Home Features Signed, sealed and delivered
Signed, sealed and delivered
Written by Paul Taylor, partner at City law firm Fox Williams LLP   
Thursday, 12 April 2012 11:55

The importance of due execution and delivery of documents, and the potentially severe consequences if care is not taken.

Documents

The recent case of Bibby Financial Services Limited vs. Magson reviewed when an individual will be deemed to have entered into a legally binding personal guarantee. This is not necessarily when a signed and dated guarantee is handed to the bank. The case looked at the continuing importance of "delivery" of documents and the need for clear evidence that all parties intended to be unconditionally bound.  

In the digital world that business now inhabits, the whole question of the delivery of documents is more important than ever. Without a face to face completion meeting, can contracting parties be comfortable they have a binding agreement, for example, if the transaction is concluded by emails. The article explores these issues and also the consequences if the parties get it wrong.

Introduction


When will a director be bound by the terms of a personal guarantee (“PG”) issued to the company’s bank? Is it when they:

(a)    agree by email to sign a PG;
(b)    they sign the facility letter with the PG as an express obligation;
(c)    sign and date the PG;
(d)    send the PG back to the bank

Following the recent case of Bibby Financial Services Limited vs Magson and others, the surprising answer may be that none of these may result in a binding PG.

The Bibby case reminded us of how important the concept of "delivery" of a document is. At the end of a long negotiation process, it is a mistake to view execution as a mere formality. However, get it wrong and the documents may be unenforceable.

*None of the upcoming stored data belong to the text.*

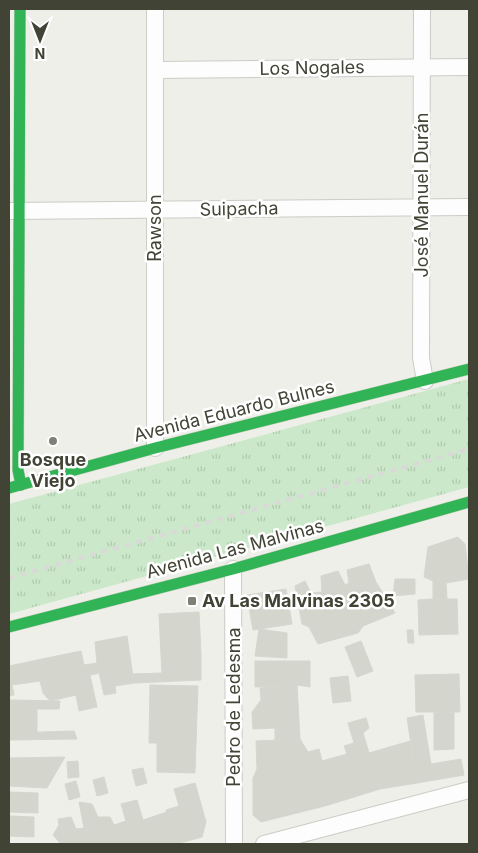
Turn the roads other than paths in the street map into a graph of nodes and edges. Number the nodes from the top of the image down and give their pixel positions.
1 (20, 9) edge
2 (155, 9) edge
3 (422, 9) edge
4 (422, 67) junction
5 (469, 67) edge
6 (156, 70) junction
7 (421, 206) junction
8 (469, 207) edge
9 (156, 210) junction
10 (14, 211) edge
11 (469, 369) edge
12 (425, 380) junction
13 (155, 448) junction
14 (20, 485) junction
15 (9, 488) edge
16 (469, 502) edge
17 (233, 569) junction
18 (9, 627) edge
19 (469, 790) edge
20 (234, 844) edge
21 (264, 844) edge

1 - 10 main road
2 - 6 street, Rawson
3 - 4 street, José Manuel Durán
4 - 5 street, Los Nogales
4 - 6 street, Los Nogales
4 - 7 street, José Manuel Durán
6 - 9 street, Rawson
7 - 8 street, Suipacha
7 - 9 street, Suipacha
7 - 12 street, José Manuel Durán
9 - 10 street, Suipacha
9 - 13 street, Rawson
10 - 14 main road
11 - 12 main road, Avenida Eduardo Bulnes
12 - 13 main road, Avenida Eduardo Bulnes
13 - 14 main road, Avenida Eduardo Bulnes
14 - 15 main road, Avenida Eduardo Bulnes
16 - 17 main road, Avenida Las Malvinas
17 - 18 main road, Avenida Las Malvinas
17 - 20 street, Pedro de Ledesma
19 - 21 street

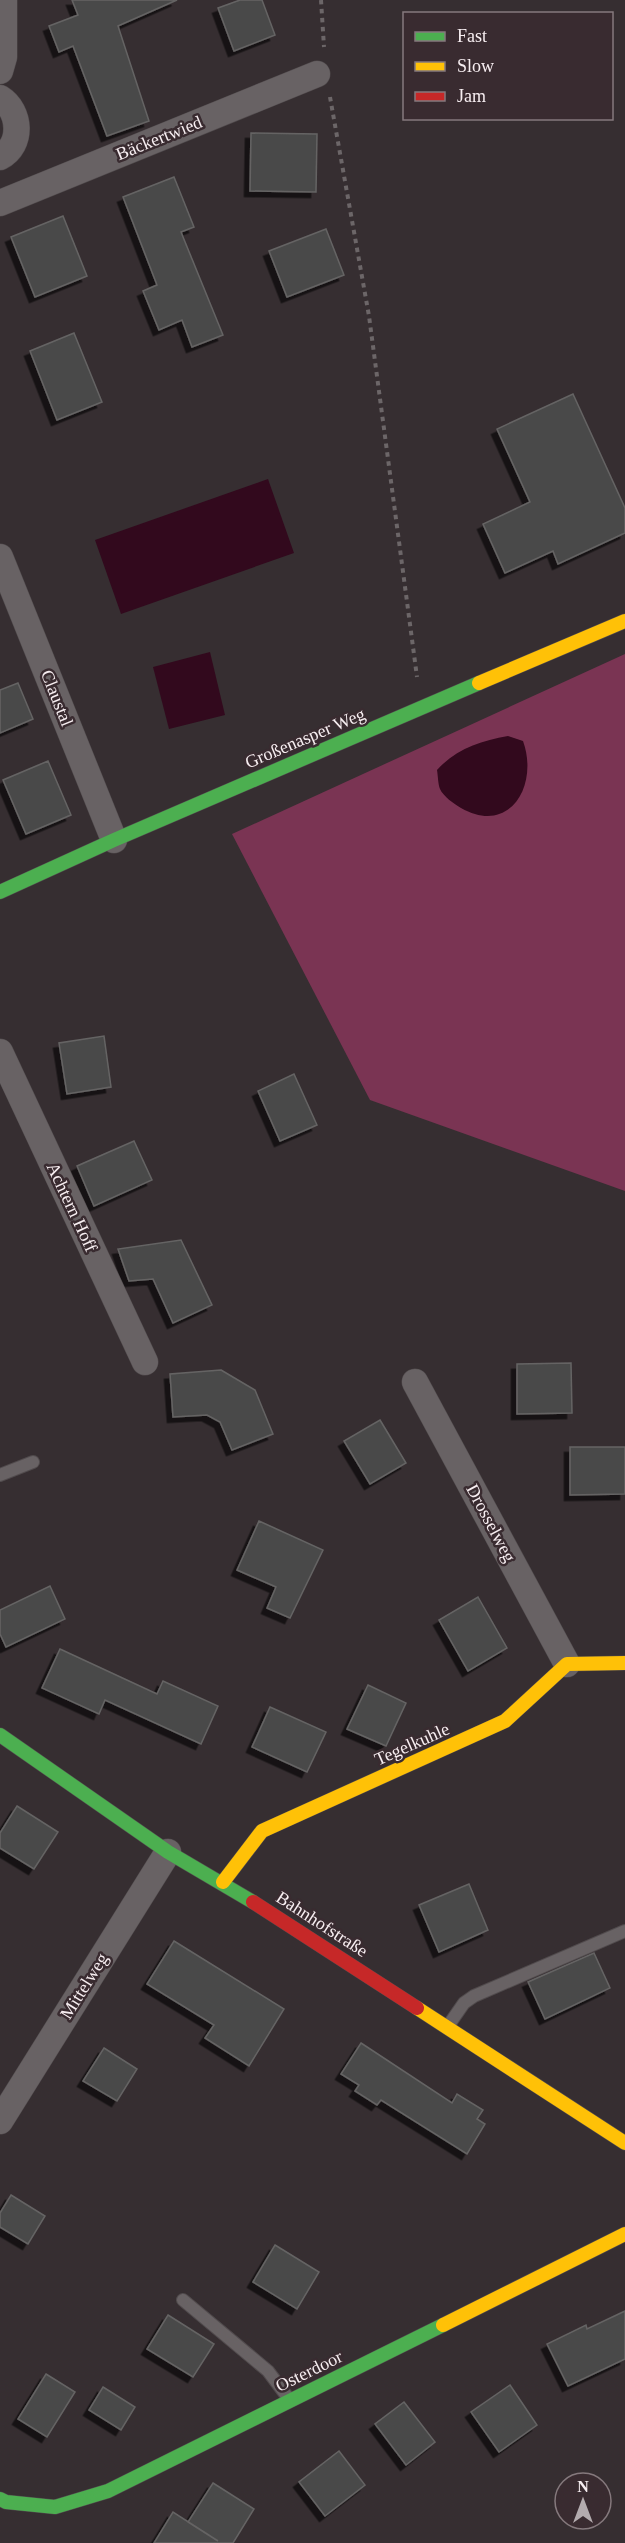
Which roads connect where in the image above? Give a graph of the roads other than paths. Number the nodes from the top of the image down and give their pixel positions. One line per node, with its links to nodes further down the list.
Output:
1 (4, 0): 3 (street)
2 (321, 70): 6 (street, Bäckertwied)
3 (0, 71)
4 (0, 98): 5 (street)
5 (0, 157)
6 (0, 202)
7 (2, 570): 9 (street, Claustal)
8 (625, 621): 9 (street, Großenasper Weg)
9 (114, 840): 10 (street, Großenasper Weg)
10 (0, 892)
11 (0, 1052): 12 (street, Achtern Hoff)
12 (145, 1362)
13 (416, 1382): 17 (street, Drosselweg)
14 (33, 1462): 15 (lane)
15 (0, 1475)
16 (625, 1663): 17 (street)
17 (567, 1664): 20 (street, Tegelkuhle)
18 (0, 1735): 19 (street, Bahnhofstraße)
19 (168, 1852): 20 (street, Bahnhofstraße); 23 (street, Mittelweg)
20 (223, 1882): 22 (street, Bahnhofstraße)
21 (625, 1931): 22 (lane)
22 (447, 2027): 24 (street, Bahnhofstraße)
23 (0, 2121)
24 (625, 2144)
25 (625, 2234): 27 (street, Osterdoor)
26 (183, 2300): 27 (lane)
27 (290, 2401): 28 (street, Osterdoor)
28 (0, 2499)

This article looks at individuals' execution/delivery of deeds (as per the facts of the Bibby case). In respect of corporate entities, there is a further body of law.

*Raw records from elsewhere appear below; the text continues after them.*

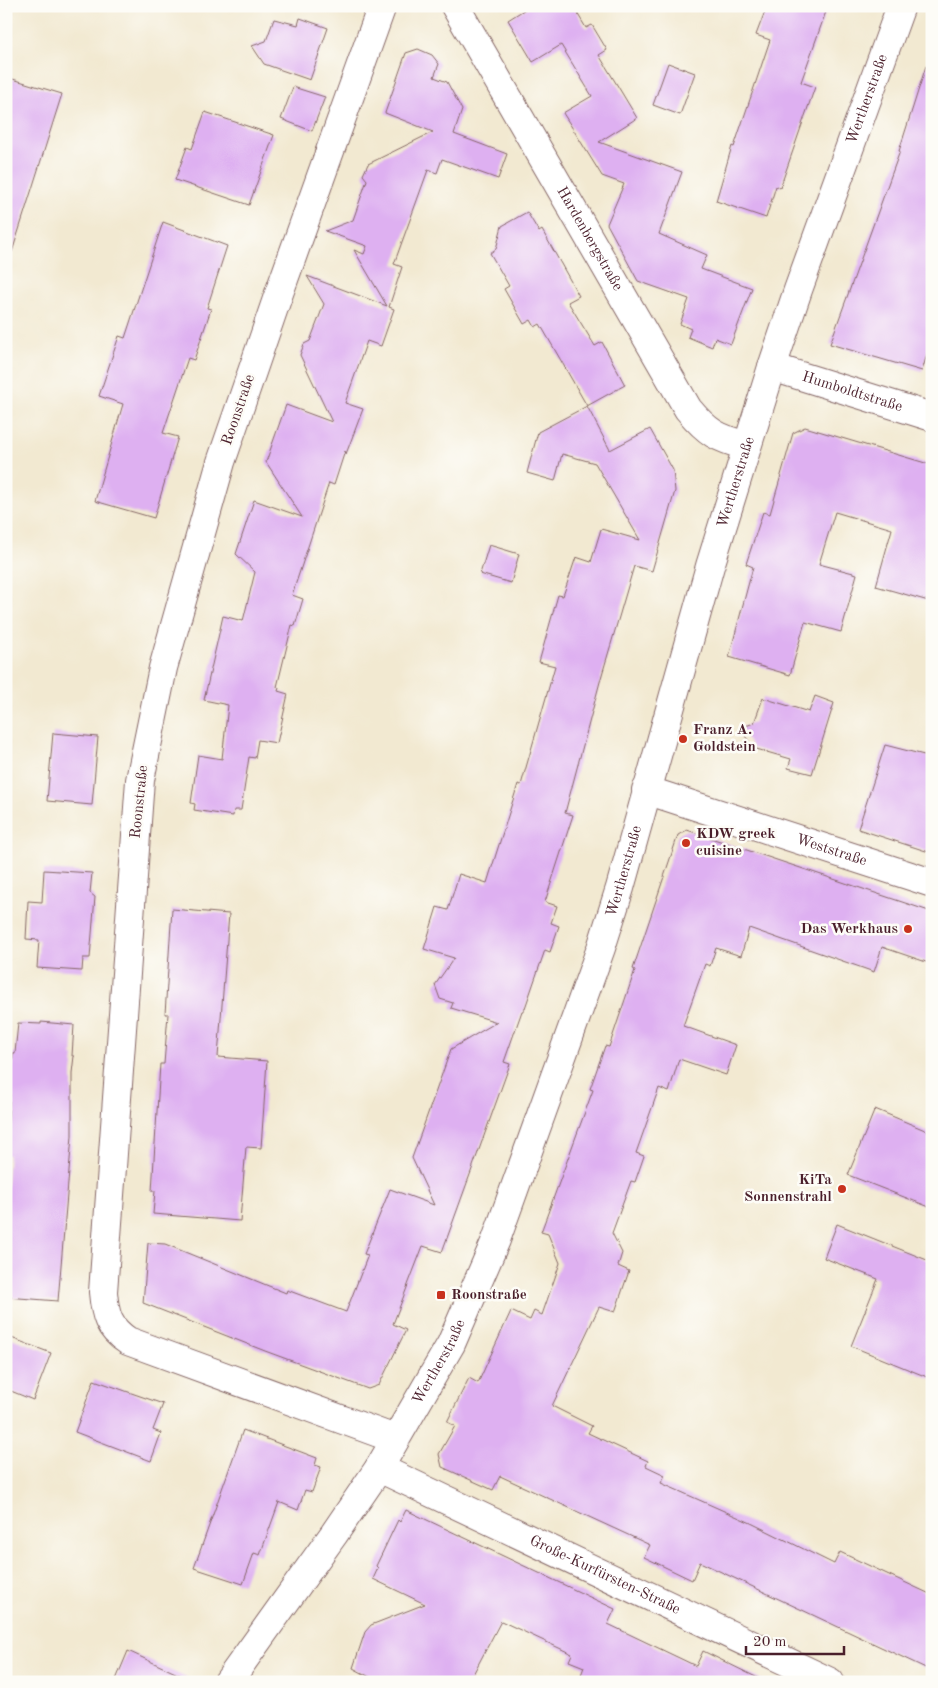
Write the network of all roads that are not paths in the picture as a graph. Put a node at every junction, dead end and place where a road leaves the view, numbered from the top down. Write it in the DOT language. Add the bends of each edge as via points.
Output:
graph roads {
  1 [pos="382,6"];
  2 [pos="455,6"];
  3 [pos="901,6"];
  4 [pos="772,367"];
  5 [pos="932,417"];
  6 [pos="747,446"];
  7 [pos="646,790"];
  8 [pos="932,883"];
  9 [pos="395,1438"];
  10 [pos="380,1468"];
  11 [pos="228,1682"];
  12 [pos="830,1682"];
  1 -- 9 [label="street, Roonstraße" via="221,462 163,668 140,780 103,1292 109,1323 128,1341"];
  2 -- 6 [label="street, Hardenbergstraße" via="688,409 713,434"];
  3 -- 4 [label="street, Wertherstraße"];
  4 -- 5 [label="street, Humboldtstraße"];
  4 -- 6 [label="street, Wertherstraße"];
  6 -- 7 [label="street, Wertherstraße"];
  7 -- 8 [label="street, Weststraße"];
  7 -- 9 [label="street, Wertherstraße" via="601,948 496,1240 451,1344"];
  9 -- 10 [label="street, Wertherstraße"];
  10 -- 11 [label="street, Wertherstraße"];
  10 -- 12 [label="street, Große-Kurfürsten-Straße"];
}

When is a document a deed?


Section 1 of the Law of Property (Miscellaneous Provisions) Act 1989 outlines the requirements for a document to be a deed.
The key components of a deed are as follows:

(i)    the document must make it clear that it is a deed (execution clauses often contain the phrase "duly executed and delivered as a deed");
(ii)    the document must be ‘validly executed’, meaning that person (or authorised person) must sign it on behalf of that individual;
(iii)    signing must take place in the presence of a witness; and
(iv)    it must be delivered as a deed.

What happens if a component  is missing?


The consequences vary depending on what component is missing.

For example, if a deed is not witnessed but everything else is in place, courts have held that the document would still have legal effect (but not as a deed). The Bibby case looked at whether a PG had been delivered, and the consequences, if it hadn't.

Delivery


The Bibby case showed how the requirements of the law inter-relate with everyday business life.

The proposed guarantors met with a representative of Bibby (their lender) in their pub to discuss finance terms. The guarantors had signed the PGs, which were witnessed and handed over to the Bibby representative. However, written manuscript amendments were made to the PGs.

The guarantors maintained that they had only signed and handed over the PGs as "a sign of good faith". The intention was always that the PGs were going to be updated and re-executed. Therefore there was no intent to be bound by the originally signed documents.

The court held that the PGs had not been delivered, in the legal sense, by merely being handed over to Bibby after signature. For a document to be enforceable, it was necessary to produce further evidence that all parties intended to be bound.

Due execution


For those wanting to ensure a binding contract is in place:

a.    make sure the execution clause states that the "document is executed and delivered as a deed"
b.    if manuscript changes are made to a document and the parties still intend to be legally bound, they should initial such changes. If the parties agree that the document should be cleaned up and re-executed, they should make it clear whether the interim document is still legally binding;
c.    make sure there is clear additional evidence that each party intends to be bound by it. For example, banks are increasingly asking guarantors’ legal advisers to sign a confirmation letter. Not only must they confirm that the guarantor executed the document, but that the guarantor "wishes to proceed and has asked me to return and deliver the guarantee to you".

With the increasing use of virtual completion meetings, cases like Bibby serve as a timely reminder of the importance of due execution and delivery of documents, and the potentially severe consequences if care is not taken.